3.2. Nested Loop Optimization

In addition to single loop optimization described above, there are also a large number of nested loops in the proposed method. The type of kernel function matrix is two-dimensional, and the initialization needs to be done by nested loops. As shown in Figure 8, the nested loop optimization diagram is different from single loop optimization. The second execution of the inner loop needs to re-establish a new memory read and write operation. During the re-execution of inner loop, the memory access has an idle period for rewinding the address from end to start. Therefore, this paper adopts the rewinding strategy. As shown in Figure 9, after the inner loop is completed, the idle period is eliminated by pre-reading the data of the next loop in advance. The optimization can effectively improve the efficiency of nested loop, especially as the iteration of inner loop is frequent and it needs to be executed multiple times.

3.3. Array Partition Optimization

The pipelined optimization is used to improve the bandwidth usage of existing memory block, but the bandwidth of on-chip memory becomes a bottleneck limiting the execution efficiency of training. From the analysis of the SMO in [5], the length of the matrix G is twice the number of samples. Usually the matrix is stored in a single BRAM, and only one element of matrix can be updated in a single cycle. In view of the fact that the matrix G needs to be updated twice, this paper adopts the strategy of array partitioning to improve the parallelism of training. As shown in Figure 10, a partition optimization diagram is performed. Compared with no optimization, the optimized design performs two matrix processing at the same time, and the number of cycles required is half of the original, which improves the execution efficiency of the design.

3.4. Other Optimizations

In addition to the optimization strategies proposed above, others are also used to accelerate training. Multiple matrices are initialized simultaneously using the loop merge method during the data initialization stage. In the [26], adding FIFO to the AXI4-Memory Map improves the ability of DMA to read data. Inline instructions are used in Vivado HLS to reduce the time of function calls.

The original training method is accelerated according to the optimization strategy proposed above. Figure 11 shows a flow chart with optimized annotations. Since each stage of training execution includes loop processing of matrix data, the loop pipelining optimization is applied to each stage of the flowchart, and the loop pipelining with rewind optimization is used for the nested loop. Since optimization of array partition is closely related to the type of matrix, it is suitable for the update of gradient matrix G. The loop merge optimization combines multiple unrelated loops and it is suitable for the data initialization of acceleration unit.

Vivado HLS report with latency is used to evaluate the optimization results. This paper divides optimization into four levels, namely the Original (-O0), Pipelined (-O1), Array Partition (-O2), and Loop Merge (-O3). The test results are shown in Table 3. Compared with original, pipelining optimization reduces the latency of each module. Array partition reduces the time in data initialization and SMO Solver, while loop merge reduces the latency of data initialization. Since optimization level ‘-O3’ has minimal latency, it is used in subsequent experiments. In the next section, the acceleration system is implemented on the experimental platform.
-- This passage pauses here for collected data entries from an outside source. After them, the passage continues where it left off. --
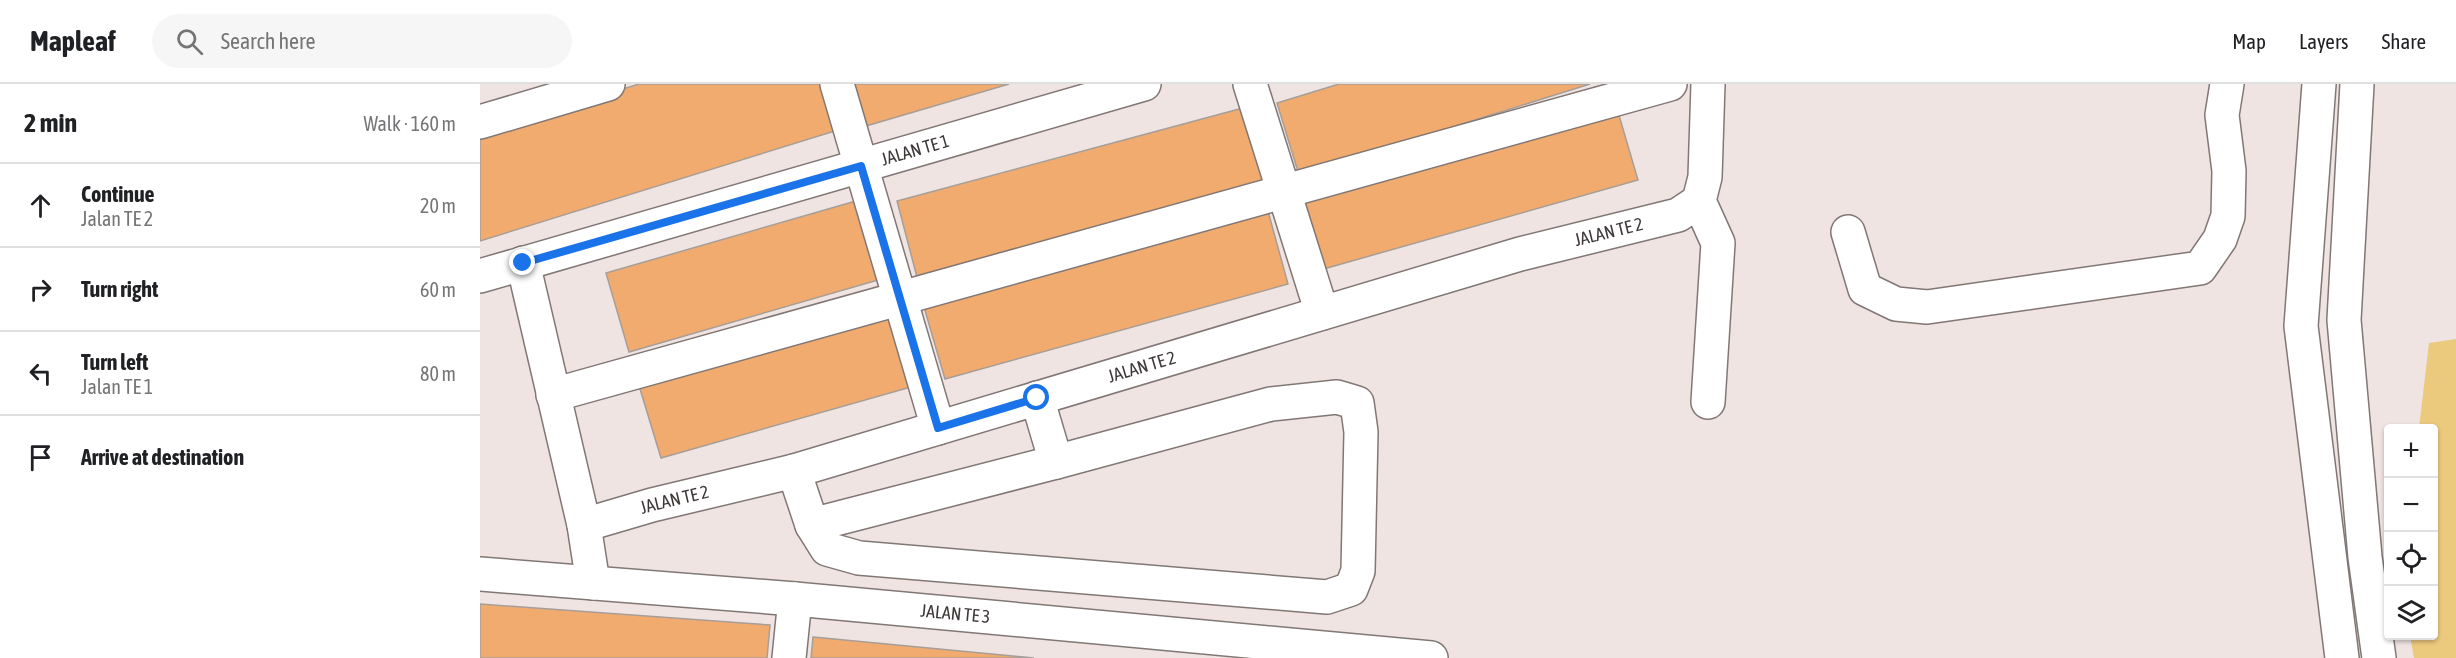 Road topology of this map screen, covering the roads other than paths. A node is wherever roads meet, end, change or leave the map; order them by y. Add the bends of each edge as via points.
1 (608, 84) edge
2 (837, 84) edge
3 (1144, 84) edge
4 (1250, 84) edge
5 (1670, 84) edge
6 (1708, 84) edge
7 (2227, 84) edge
8 (2319, 84) edge
9 (2357, 84) edge
10 (480, 122) edge
11 (861, 166) junction
12 (1284, 192) junction
13 (1700, 201) junction
14 (1848, 232) dead end
15 (523, 263) junction
16 (480, 276) edge
17 (899, 298) junction
18 (1322, 313) junction
19 (554, 395) junction
20 (1037, 398) junction
21 (1708, 402) dead end
22 (938, 428) junction
23 (1056, 462) junction
24 (794, 471) junction
25 (584, 525) junction
26 (812, 525) junction
27 (480, 574) edge
28 (593, 583) junction
29 (795, 599) junction
30 (1220, 648) edge
31 (789, 658) edge
32 (1431, 658) edge
33 (2342, 658) edge
34 (2379, 658) edge

1 - 10 street
2 - 11 street
3 - 11 street, JALAN TE 1
4 - 12 street
5 - 12 street
6 - 13 street via 1705,177
7 - 14 street via 2222,115 2229,171 2228,216 2220,239 2200,268 1927,307 1896,304 1865,289
8 - 33 street via 2301,326
9 - 34 street via 2344,320 2365,557
11 - 15 street, JALAN TE 1
11 - 17 street
12 - 17 street
12 - 18 street
13 - 18 street, JALAN TE 2 via 1678,214 1520,254
13 - 21 street via 1718,243
15 - 16 street, JALAN TE 1
15 - 19 street
17 - 19 street
17 - 22 street
18 - 20 street, JALAN TE 2
19 - 25 street
20 - 22 street, JALAN TE 2
20 - 23 street
22 - 24 street, JALAN TE 2
23 - 26 street
23 - 26 street via 1271,404 1336,396 1357,403 1361,432 1358,571 1351,589 1327,597 859,558 827,549
24 - 25 street, JALAN TE 2
24 - 26 street
25 - 28 street
27 - 28 street, JALAN TE 3
28 - 29 street, JALAN TE 3
29 - 30 street, JALAN TE 3
29 - 31 street
30 - 32 street, JALAN TE 3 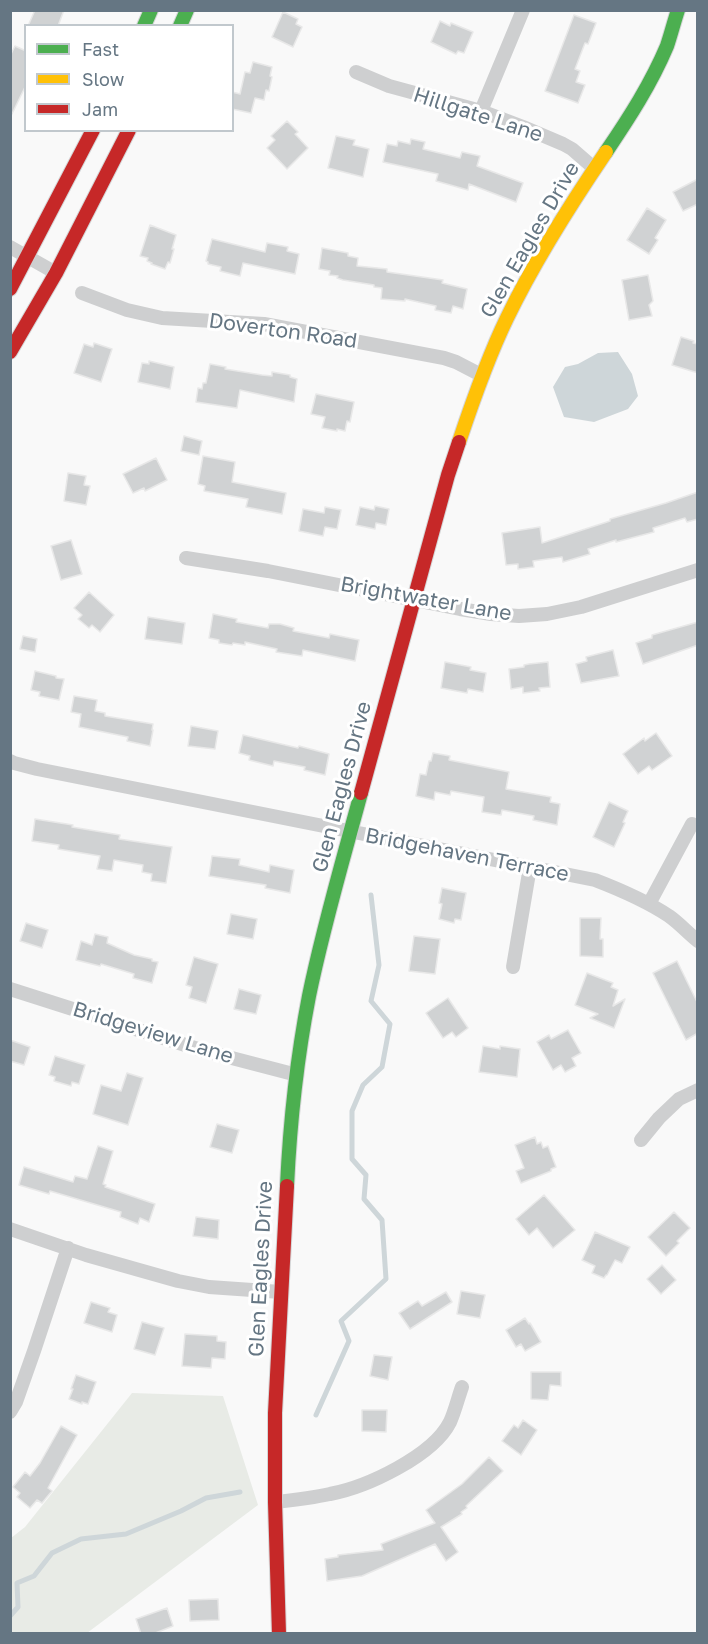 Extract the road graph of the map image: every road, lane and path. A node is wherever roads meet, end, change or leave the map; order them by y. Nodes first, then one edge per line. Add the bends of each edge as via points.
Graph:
1 (151, 10) edge
2 (187, 10) edge
3 (523, 10) edge
4 (678, 10) edge
5 (145, 24) edge
6 (181, 24) edge
7 (356, 72) dead end
8 (481, 111) junction
9 (92, 132) edge
10 (128, 132) edge
11 (595, 169) junction
12 (10, 248) edge
13 (28, 257) junction
14 (56, 273) junction
15 (10, 289) edge
16 (82, 293) dead end
17 (10, 352) edge
18 (483, 376) junction
19 (186, 558) dead end
20 (698, 570) edge
21 (414, 599) junction
22 (10, 761) edge
23 (692, 824) dead end
24 (351, 832) junction
25 (530, 867) junction
26 (650, 904) junction
27 (698, 941) edge
28 (513, 967) dead end
29 (10, 989) edge
30 (297, 1075) junction
31 (698, 1090) edge
32 (641, 1140) dead end
33 (10, 1229) edge
34 (68, 1248) junction
35 (280, 1292) junction
36 (462, 1387) dead end
37 (10, 1412) edge
38 (276, 1502) junction
39 (279, 1634) edge

1 - 5 street
2 - 6 street
3 - 8 street
4 - 11 street, Glen Eagles Drive via 656,69
7 - 8 street, Hillgate Lane via 389,86
8 - 11 street, Hillgate Lane via 563,144
9 - 13 street
10 - 14 street
11 - 18 street, Glen Eagles Drive via 526,280
12 - 13 street
13 - 14 street
13 - 15 street
14 - 17 street
16 - 18 street, Doverton Road via 162,318 264,324 444,358
18 - 21 street, Glen Eagles Drive via 448,475
19 - 21 street, Brightwater Lane
20 - 21 street, Brightwater Lane via 547,614 491,614
21 - 24 street, Glen Eagles Drive
22 - 24 street, Bridgehaven Terrace
23 - 26 street
24 - 25 street, Bridgehaven Terrace
24 - 30 street, Glen Eagles Drive via 323,934
25 - 26 street, Bridgehaven Terrace via 595,880
25 - 28 street
26 - 27 street, Bridgehaven Terrace
29 - 30 street, Bridgeview Lane via 201,1050
30 - 35 street, Glen Eagles Drive
31 - 32 street via 679,1099
33 - 34 street
34 - 35 street via 178,1281
34 - 37 street
35 - 38 street, Glen Eagles Drive
36 - 38 street via 450,1422 428,1448 412,1459 382,1476 332,1494
38 - 39 street, Glen Eagles Drive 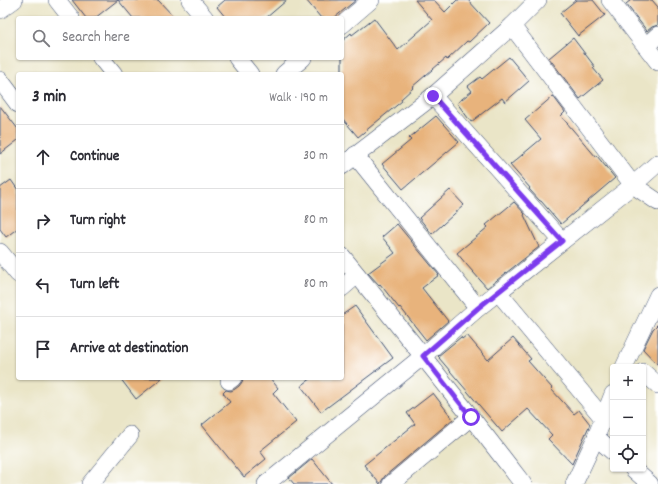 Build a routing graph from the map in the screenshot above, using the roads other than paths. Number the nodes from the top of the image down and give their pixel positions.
1 (14, 0) edge
2 (57, 0) edge
3 (371, 0) edge
4 (538, 0) edge
5 (610, 0) edge
6 (195, 2) edge
7 (0, 10) edge
8 (69, 16) edge
9 (204, 16) edge
10 (344, 22) edge
11 (512, 26) junction
12 (652, 40) edge
13 (103, 60) edge
14 (239, 60) edge
15 (301, 60) edge
16 (658, 62) edge
17 (112, 72) edge
18 (248, 72) edge
19 (286, 72) edge
20 (0, 80) edge
21 (433, 96) junction
22 (16, 101) edge
23 (348, 160) edge
24 (658, 163) edge
25 (632, 185) junction
26 (658, 202) edge
27 (562, 241) junction
28 (0, 252) edge
29 (344, 259) edge
30 (16, 272) edge
31 (357, 275) junction
32 (344, 286) edge
33 (498, 292) junction
34 (658, 295) edge
35 (478, 308) junction
36 (423, 356) junction
37 (630, 364) edge
38 (646, 375) edge
39 (658, 385) edge
40 (610, 400) edge
41 (471, 417) junction
42 (603, 418) junction
43 (130, 435) dead end
44 (596, 437) junction
45 (610, 449) edge
46 (636, 472) edge
47 (90, 484) edge
48 (266, 484) edge
49 (391, 484) edge
50 (523, 484) edge
51 (574, 484) edge
52 (650, 484) edge

1 - 7 street
2 - 8 street
3 - 10 street
4 - 11 street
5 - 12 street
6 - 9 street
11 - 21 street
11 - 25 street
12 - 16 street
13 - 17 street
14 - 18 street
15 - 19 street
20 - 22 street
21 - 23 street
21 - 27 street
23 - 35 street
24 - 25 street
25 - 26 street
25 - 27 street
27 - 33 street
28 - 30 street
29 - 31 street
31 - 32 street
31 - 36 street
33 - 35 street
33 - 42 street
34 - 37 street
35 - 36 street
36 - 41 street
36 - 48 street
38 - 39 street
40 - 42 street
41 - 49 street
41 - 50 street
42 - 44 street
43 - 47 street
44 - 45 street
44 - 51 street
46 - 52 street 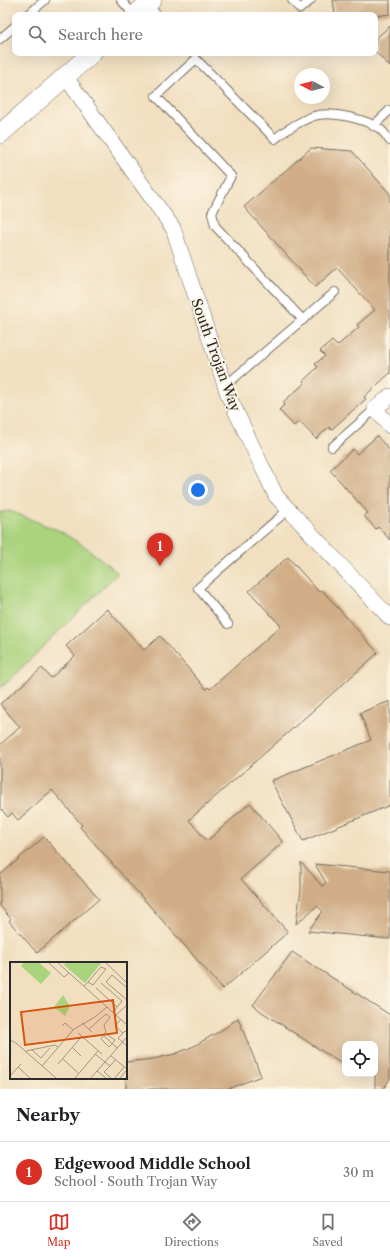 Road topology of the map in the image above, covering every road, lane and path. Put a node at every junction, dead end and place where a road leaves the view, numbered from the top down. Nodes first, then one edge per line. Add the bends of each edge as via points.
1 (45, 0) edge
2 (121, 0) edge
3 (292, 0) edge
4 (311, 0) edge
5 (145, 10) edge
6 (31, 12) edge
7 (12, 29) edge
8 (0, 39) edge
9 (88, 56) edge
10 (194, 56) edge
11 (65, 76) junction
12 (390, 110) edge
13 (373, 126) junction
14 (0, 134) edge
15 (390, 141) edge
16 (335, 292) dead end
17 (302, 320) junction
18 (225, 386) junction
19 (390, 396) edge
20 (375, 409) junction
21 (390, 426) edge
22 (332, 447) dead end
23 (289, 509) junction
24 (390, 618) edge
25 (228, 624) dead end

1 - 6 lane
2 - 5 lane
3 - 4 lane via 300,9
7 - 8 lane
9 - 11 street
10 - 13 lane via 275,139 286,130 317,115 340,115
10 - 17 lane via 156,96 231,176 212,213 215,226
11 - 14 street
11 - 18 street, South Trojan Way via 173,228
12 - 13 lane
13 - 15 lane via 380,129
16 - 17 lane
17 - 18 lane
18 - 23 street, South Trojan Way via 276,496
19 - 20 street
20 - 21 street
20 - 22 lane
23 - 24 street, South Trojan Way
23 - 25 lane via 198,588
4. Experimental Results and Evaluation

The experimental platform used in this paper is XC7Z020CLG484-1 and the acceleration system in Figure 6 is implemented in Vivado. According to the previous description of the optimization of ε-SVR, the acceleration unit with different optimization levels (-O0, -O1, -O2, and -O3) is constructed. Resource, power, and running time are evaluated with other platforms. Finally, the partial dataset from the University of California, Riverside (UCR) time series is used to test the regression effect and verify the real-time performance.

4.1. Comparison of Resource Utilization

Figure 12 shows the resource utilization at different optimization levels. Table 4 lists the detailed resource utilization at the optimal level. According to Figure 12, resource utilization of no optimization is minimal among different levels. After the optimization of the -O1 level, the consumption ratios of Look-Up-Table (LUT), Flip Flop (FF), and Digital Signal Processing (DSP) increase slightly, while the consumption ratios of LUTRAM and BRAM vary little. In the following optimization, in addition to the large proportion of DSP, the others remain almost unchanged. Compared with the original design, the increase in the proportion of DSP intensifies the computational power. In the resource consumption corresponding to the -O3 optimization level, DSP remains unchanged, but the consumption ratios of LUT and LUTRAM are decreased. It shows that the architecture of acceleration unit is improved, and the occupied resources have been released while maintaining the efficiency of original. As can be seen from the detailed resource utilization in Table 4, the largest consumption ratio in this system is 32.27%. According to the parallel characteristics of FPGA, additional acceleration units can be constructed to further improve the computing ability of the single chip.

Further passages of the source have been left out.